Only lines containing "pinky" are wanted from the data below. Copy those lines.

[Skeletal landmark data]
[Start of Attachment]

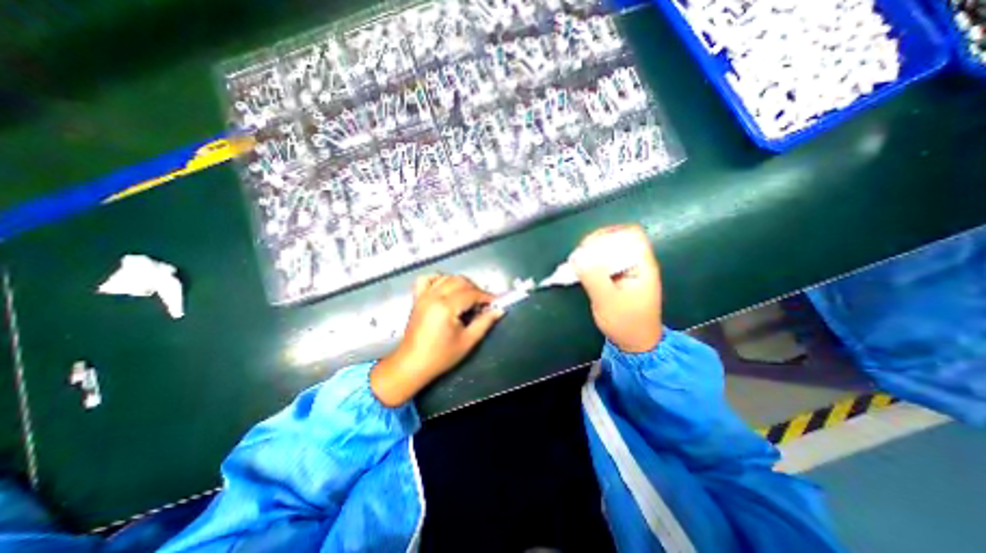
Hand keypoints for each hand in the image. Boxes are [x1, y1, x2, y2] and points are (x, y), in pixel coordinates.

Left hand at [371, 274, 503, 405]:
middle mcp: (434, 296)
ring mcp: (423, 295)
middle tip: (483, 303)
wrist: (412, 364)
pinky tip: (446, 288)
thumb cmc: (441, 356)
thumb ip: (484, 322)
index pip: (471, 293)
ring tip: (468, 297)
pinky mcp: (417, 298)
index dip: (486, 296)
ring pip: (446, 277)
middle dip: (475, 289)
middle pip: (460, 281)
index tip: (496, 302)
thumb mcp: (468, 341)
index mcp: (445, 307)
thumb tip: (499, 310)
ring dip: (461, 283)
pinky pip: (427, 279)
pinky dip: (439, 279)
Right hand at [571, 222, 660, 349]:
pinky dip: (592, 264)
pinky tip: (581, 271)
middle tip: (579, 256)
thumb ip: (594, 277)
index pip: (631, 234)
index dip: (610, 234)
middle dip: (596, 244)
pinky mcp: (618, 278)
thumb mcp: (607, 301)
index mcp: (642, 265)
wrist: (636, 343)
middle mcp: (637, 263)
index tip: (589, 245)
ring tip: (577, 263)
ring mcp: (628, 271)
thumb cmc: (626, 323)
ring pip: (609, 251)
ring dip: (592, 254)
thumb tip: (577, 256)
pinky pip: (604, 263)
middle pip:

[End of Attachment]

• [Solution for this problem]
pinky tip: (446, 288)
pinky mcp: (417, 298)
pinky pip: (427, 279)
pinky dip: (439, 279)
pinky dip: (592, 264)
pinky tip: (581, 271)
pinky mcp: (618, 278)
pinky pip: (604, 263)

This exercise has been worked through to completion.